Let's say that I create a time varying magnetic field.
This field then cuts a conducting circular loop normally. The loop has two protruding wires. Will the protruding wires emit EM waves? I figured that the changing magnetic field will induce an emf in the loop and hence, current. However, will the wires emit EM waves? If so, will the EM waves have a specific emission frequency?
Will the protruding wires emit EM waves?
They don't have to. An example where they do not not would be for a spatially uniform magnetic field that increases linearly in time with a wire loop of fixed resistance, and a steady current in the loop and no current in the protruding wires. In this case the current in the wires is steady, and no radiation or waves are produced by the wires.
I figured that the changing magnetic field will induce an emf in the loop and hence, current.
Be very very careful about attributing causality. Instructors and textbooks that want to oversimplify might want to tell you that a changing magnetic field causes an electric field. But there is no basis for that. Electric fields and changing magnetic fields are related, and have values that are related. But correlation does not imply causation. You could just as easily say that circulating electric fields cause magnetic fields to change. Or that both things have a common cause. In fact, it's much more reasonable to say either one of those things.
Otherwise someone will claim that changing electric fields cause magnetic fields. You have to first have a thing to have it change. Once you have charge and current and electric fields and magnetic fields they can cause the fields to change. For instance
$$\frac{\partial \vec B}{\partial t}=-\vec\nabla \times \vec E$$ can tell you how the change of the magnetic field here and now is caused by the spatial variation of the electric field now.
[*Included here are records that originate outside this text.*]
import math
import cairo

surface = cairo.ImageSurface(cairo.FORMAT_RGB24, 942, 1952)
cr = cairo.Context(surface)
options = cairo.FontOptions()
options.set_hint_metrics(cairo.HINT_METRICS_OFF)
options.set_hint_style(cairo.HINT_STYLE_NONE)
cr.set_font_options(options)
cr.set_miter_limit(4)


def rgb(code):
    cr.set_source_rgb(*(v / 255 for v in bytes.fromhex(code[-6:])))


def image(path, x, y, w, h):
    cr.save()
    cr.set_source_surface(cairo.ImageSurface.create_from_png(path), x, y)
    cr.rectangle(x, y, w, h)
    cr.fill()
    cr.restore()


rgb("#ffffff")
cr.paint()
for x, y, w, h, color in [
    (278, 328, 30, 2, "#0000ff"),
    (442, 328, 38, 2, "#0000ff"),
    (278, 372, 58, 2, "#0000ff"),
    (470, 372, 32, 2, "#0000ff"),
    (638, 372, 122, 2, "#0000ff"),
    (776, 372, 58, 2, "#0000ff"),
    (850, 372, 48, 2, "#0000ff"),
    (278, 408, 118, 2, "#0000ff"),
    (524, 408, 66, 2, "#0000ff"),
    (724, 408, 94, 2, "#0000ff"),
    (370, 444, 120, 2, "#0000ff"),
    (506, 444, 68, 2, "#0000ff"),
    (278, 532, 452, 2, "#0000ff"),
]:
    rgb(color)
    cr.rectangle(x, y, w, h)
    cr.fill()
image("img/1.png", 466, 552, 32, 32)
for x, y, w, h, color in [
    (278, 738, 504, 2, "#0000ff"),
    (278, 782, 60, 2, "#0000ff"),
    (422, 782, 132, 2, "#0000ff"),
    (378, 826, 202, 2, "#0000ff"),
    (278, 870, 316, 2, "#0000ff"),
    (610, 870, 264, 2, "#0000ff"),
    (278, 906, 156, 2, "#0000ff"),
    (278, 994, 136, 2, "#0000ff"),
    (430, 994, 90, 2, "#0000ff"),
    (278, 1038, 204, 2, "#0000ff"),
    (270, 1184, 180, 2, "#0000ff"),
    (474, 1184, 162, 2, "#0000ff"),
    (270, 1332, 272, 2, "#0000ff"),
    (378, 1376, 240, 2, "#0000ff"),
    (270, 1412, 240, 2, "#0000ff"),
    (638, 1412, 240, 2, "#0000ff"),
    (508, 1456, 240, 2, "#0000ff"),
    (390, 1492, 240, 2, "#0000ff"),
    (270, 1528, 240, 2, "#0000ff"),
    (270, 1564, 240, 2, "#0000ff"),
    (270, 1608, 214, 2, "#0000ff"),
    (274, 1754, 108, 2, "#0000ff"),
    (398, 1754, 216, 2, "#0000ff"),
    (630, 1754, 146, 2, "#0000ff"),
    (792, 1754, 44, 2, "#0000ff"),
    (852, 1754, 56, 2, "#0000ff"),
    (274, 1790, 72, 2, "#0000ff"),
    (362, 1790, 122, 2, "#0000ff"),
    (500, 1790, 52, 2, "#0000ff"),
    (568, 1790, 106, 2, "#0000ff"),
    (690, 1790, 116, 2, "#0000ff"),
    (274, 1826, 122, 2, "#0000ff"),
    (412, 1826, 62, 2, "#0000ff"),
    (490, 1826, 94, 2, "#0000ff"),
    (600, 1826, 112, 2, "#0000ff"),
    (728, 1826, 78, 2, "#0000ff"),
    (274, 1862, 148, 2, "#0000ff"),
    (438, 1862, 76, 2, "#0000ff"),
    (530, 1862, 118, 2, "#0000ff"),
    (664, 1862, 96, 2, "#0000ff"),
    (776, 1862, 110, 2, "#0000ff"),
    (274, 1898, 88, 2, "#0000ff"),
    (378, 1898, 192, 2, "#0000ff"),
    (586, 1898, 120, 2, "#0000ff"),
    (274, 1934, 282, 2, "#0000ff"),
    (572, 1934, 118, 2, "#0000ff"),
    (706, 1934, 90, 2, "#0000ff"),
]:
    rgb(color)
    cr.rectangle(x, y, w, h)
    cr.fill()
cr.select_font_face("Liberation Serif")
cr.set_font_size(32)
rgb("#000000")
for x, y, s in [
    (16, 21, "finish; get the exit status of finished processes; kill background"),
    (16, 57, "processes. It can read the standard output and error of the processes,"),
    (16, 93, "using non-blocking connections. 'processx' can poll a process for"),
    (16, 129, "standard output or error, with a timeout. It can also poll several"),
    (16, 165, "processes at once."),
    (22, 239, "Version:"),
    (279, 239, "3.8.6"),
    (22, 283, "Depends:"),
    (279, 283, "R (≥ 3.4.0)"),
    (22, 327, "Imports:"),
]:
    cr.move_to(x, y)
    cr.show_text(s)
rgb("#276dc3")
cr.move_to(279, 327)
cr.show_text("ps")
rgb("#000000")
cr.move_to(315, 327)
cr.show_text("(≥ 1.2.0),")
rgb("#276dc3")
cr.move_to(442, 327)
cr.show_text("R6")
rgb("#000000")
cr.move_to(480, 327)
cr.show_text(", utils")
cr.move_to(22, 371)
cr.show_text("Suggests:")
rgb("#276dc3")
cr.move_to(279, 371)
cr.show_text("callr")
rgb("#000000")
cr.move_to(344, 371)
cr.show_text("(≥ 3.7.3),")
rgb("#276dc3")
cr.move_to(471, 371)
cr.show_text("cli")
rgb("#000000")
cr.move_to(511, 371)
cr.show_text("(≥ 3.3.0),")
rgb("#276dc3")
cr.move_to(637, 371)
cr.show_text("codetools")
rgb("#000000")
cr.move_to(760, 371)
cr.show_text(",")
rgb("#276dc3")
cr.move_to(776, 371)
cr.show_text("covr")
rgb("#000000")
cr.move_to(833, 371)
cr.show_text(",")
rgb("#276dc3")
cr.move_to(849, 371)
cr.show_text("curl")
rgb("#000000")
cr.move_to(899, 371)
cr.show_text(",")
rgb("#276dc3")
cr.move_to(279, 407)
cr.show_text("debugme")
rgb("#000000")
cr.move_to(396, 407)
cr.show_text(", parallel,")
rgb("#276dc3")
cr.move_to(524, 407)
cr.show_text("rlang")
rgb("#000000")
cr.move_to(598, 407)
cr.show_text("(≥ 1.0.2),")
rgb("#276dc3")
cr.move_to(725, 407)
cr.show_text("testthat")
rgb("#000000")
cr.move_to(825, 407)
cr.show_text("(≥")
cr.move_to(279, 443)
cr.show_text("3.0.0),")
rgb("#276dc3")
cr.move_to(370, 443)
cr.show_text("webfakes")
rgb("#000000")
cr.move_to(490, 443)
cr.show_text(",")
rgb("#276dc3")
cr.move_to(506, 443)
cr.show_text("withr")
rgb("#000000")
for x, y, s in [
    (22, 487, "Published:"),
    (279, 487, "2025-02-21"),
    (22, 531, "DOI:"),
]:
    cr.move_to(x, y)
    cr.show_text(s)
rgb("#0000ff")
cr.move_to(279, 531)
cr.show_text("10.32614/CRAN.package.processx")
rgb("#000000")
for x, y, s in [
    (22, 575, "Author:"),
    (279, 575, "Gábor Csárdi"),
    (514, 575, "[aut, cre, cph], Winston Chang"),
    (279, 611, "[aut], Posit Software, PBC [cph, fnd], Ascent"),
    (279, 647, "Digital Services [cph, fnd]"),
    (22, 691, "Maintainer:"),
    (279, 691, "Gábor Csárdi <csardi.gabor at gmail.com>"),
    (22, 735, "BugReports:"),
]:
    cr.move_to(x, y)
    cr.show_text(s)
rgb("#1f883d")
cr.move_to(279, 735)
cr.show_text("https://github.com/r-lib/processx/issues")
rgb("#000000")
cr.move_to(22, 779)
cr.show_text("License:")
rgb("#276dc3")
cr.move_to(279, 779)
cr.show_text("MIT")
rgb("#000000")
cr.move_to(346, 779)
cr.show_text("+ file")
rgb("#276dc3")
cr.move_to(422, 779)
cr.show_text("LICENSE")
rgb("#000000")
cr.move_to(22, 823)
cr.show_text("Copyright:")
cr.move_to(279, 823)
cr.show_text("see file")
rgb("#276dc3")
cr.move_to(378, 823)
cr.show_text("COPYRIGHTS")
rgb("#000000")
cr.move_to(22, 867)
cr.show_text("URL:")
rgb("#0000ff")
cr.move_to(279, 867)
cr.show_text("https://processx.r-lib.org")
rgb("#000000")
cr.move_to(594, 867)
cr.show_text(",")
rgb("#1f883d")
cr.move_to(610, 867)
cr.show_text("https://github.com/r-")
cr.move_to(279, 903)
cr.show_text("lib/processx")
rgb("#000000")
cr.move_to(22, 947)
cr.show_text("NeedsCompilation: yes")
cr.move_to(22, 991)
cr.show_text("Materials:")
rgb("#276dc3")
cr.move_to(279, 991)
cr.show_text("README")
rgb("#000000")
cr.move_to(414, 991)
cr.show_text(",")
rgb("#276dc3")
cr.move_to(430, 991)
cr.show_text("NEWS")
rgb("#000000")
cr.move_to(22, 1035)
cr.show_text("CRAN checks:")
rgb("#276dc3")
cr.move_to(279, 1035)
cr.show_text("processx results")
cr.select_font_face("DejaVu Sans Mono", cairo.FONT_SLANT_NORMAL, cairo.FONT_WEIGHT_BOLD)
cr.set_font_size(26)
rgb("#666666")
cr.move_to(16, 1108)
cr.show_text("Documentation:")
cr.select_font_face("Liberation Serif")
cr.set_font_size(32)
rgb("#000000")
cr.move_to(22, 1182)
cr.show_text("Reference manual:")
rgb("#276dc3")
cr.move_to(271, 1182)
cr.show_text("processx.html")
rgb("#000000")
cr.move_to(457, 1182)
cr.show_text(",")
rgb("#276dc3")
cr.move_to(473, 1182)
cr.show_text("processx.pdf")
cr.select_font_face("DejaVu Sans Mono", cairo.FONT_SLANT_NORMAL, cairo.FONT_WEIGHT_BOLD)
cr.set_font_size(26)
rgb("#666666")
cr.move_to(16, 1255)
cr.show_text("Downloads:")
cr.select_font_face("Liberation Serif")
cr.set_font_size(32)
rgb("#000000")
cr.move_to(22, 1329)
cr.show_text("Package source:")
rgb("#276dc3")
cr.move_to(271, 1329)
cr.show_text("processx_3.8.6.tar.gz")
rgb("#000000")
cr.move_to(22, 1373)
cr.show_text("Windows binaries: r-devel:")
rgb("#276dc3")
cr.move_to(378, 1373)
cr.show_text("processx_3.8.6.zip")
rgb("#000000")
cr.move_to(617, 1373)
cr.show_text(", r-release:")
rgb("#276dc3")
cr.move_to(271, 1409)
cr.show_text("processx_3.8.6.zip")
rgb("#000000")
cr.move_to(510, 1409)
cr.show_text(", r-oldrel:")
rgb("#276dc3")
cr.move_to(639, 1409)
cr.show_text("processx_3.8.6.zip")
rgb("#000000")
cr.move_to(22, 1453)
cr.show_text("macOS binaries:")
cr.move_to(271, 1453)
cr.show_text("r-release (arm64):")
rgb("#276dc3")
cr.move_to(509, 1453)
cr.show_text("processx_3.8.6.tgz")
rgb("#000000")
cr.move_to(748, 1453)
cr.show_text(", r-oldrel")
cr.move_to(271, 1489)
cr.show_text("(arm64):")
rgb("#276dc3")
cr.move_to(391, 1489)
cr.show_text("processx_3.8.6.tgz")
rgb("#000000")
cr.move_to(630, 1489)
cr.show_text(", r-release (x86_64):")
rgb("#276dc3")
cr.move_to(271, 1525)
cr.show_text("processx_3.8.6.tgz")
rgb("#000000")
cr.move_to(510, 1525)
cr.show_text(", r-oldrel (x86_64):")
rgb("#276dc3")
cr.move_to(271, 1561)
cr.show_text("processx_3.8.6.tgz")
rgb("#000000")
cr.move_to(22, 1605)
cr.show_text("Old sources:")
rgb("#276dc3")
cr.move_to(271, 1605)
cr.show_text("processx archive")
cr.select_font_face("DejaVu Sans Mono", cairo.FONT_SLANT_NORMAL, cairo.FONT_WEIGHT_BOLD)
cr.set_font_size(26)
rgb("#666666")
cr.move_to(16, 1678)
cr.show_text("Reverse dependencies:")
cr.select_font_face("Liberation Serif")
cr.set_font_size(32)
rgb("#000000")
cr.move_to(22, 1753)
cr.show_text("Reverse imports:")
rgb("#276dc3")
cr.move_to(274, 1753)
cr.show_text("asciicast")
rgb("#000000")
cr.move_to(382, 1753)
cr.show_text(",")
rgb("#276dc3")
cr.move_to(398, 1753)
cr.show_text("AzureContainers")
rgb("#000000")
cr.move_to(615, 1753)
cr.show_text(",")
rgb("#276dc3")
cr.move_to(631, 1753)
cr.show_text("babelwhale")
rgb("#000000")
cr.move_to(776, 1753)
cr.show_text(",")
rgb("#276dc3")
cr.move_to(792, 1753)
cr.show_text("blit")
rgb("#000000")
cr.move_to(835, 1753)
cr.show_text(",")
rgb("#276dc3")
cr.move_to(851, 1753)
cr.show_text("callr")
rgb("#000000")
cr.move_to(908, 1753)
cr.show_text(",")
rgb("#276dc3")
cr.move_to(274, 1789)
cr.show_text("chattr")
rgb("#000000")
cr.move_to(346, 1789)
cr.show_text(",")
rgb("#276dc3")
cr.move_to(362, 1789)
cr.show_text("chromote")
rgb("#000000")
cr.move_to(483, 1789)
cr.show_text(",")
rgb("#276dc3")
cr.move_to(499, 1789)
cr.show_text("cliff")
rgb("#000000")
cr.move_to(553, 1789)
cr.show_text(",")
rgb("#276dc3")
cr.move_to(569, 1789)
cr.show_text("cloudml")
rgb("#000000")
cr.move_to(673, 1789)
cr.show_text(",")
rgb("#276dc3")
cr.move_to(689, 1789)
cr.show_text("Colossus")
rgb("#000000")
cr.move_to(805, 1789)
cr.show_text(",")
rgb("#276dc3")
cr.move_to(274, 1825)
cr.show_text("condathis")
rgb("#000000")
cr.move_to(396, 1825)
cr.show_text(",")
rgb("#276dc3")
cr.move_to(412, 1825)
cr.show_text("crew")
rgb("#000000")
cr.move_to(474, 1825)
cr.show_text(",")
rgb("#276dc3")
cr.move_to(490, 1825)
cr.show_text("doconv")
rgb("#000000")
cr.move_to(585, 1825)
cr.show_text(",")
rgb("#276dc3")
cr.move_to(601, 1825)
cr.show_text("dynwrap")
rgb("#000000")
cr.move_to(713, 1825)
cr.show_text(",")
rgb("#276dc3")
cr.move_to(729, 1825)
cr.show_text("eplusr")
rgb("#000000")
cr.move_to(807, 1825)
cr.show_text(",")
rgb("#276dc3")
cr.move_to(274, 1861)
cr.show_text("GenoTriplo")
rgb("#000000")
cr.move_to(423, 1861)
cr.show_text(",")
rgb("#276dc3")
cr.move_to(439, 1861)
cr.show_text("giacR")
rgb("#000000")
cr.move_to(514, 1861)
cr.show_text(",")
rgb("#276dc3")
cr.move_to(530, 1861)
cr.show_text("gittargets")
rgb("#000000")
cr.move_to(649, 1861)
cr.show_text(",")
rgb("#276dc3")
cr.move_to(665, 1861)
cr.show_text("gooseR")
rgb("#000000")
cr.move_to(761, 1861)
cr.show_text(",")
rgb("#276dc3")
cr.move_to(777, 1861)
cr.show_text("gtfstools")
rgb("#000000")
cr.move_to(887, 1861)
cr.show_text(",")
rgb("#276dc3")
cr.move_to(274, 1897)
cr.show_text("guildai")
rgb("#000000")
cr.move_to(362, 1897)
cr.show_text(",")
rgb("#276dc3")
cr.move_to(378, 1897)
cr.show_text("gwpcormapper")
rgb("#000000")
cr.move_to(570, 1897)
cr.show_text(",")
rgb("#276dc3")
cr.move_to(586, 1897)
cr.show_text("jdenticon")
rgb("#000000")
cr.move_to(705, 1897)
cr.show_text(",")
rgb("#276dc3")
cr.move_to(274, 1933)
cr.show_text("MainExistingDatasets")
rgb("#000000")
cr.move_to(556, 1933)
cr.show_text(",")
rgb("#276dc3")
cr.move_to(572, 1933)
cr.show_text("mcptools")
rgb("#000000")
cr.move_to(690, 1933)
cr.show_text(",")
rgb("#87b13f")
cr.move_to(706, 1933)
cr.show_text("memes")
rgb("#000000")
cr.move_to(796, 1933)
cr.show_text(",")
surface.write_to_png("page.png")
And $$\frac{\partial \vec E}{\partial t}=\frac{1}{\epsilon_0}\left(-\vec J+\frac{1}{\mu_0}\vec\nabla \times \vec B \right)$$ can tell you how the change of the electric field here and now is caused by the current here and now and the spatial variation of the magnetic field now.
Or, an alternative could be to say the electric and magnetic field at any place or moment have a common cause (charge and current for instance). An example solution to Maxwell can be provided if both the electric and magnetic fields are each computed as the electric and magnetic parts of the electromagnetic field given by Jefimenko's equations:
$$\vec E(\vec r,t)=\frac{1}{4\pi\epsilon_0}\int\left[\frac{\rho(\vec r',t_r)}{|\vec r -\vec r'|}+\frac{\partial \rho(\vec r',t_r)}{c\partial t}\right]\frac{\vec r -\vec r'}{|\vec r -\vec r'|^2}\; \mathrm{d}^3\vec{r}' -\frac{1}{4\pi\epsilon_0c^2}\int\frac{1}{|\vec r-\vec r'|}\frac{\partial \vec J(\vec r',t_r)}{\partial t}\mathbb{d}^3\vec r'$$ and $$\vec B(\vec r,t)=\frac{\mu_0}{4\pi}\int\left[\frac{\vec J(\vec r',t_r)}{|\vec r -\vec r'|^3}+\frac{1}{|\vec r -\vec r'|^2}\frac{\partial \vec J(\vec r',t_r)}{c\partial t}\right]\times(\vec r -\vec r')\mathbb{d}^3\vec r'$$ where $t_r$ is actually a function of $\vec r'$, specifically $t_r=t-\frac{|\vec r-\vec r'|}{c}.$
These reduce to Coulomb and Biot-Savart only when those time derivatives are exactly zero, which is statics. So Jefimenko is an example of proper time dependent laws for the electromagnetic field. Note that both the electric and the magnetic part of the electromagnetic field have parts that depend on the time variation of current. And this is the term responsible for radiation and waves.
So you could use Jefimenko to show how both fields here and now are determined by charge and current (and their time variations) in the past.
However, will the wires emit EM waves?
The example I gave of a steady current in the wire loop and a linearly changing magnetic field has no radiation produced by the wire. And it meets your specification.
So, there is a current in the open loop and from that you may be very tempted to say that there is necessarily an alternating voltage, which would give you AC currents into the protruding wires. However these last two ideas are not correct.
You may choose any of several ways to see this. The simplest is to divide the current up into little segments of the loop and ask yourself what it has to be. The current due to the "EMF" created must cause a corresponding resistive loss, otherwise the EMF would move more charge until it did. This resistive loss makes it so that the voltage stays 0 along the whole loop. Another way to see this is to imagine connecting a voltmeter across the loop; if the EMF is $\mathcal E$ then will it measure $+\mathcal E/2$ going the "right" way along the loop to the opposite side or $-\mathcal E/2$ by going the "wrong" way along the loop to the opposite side?
Another way is to understand voltage as "generalized" voltage, which is not simply the line integral of the electric field but the electric field plus the time rate of change of the vector potential for the magnetic field. During electromagnetic induction these two effects necessarily cancel out locally.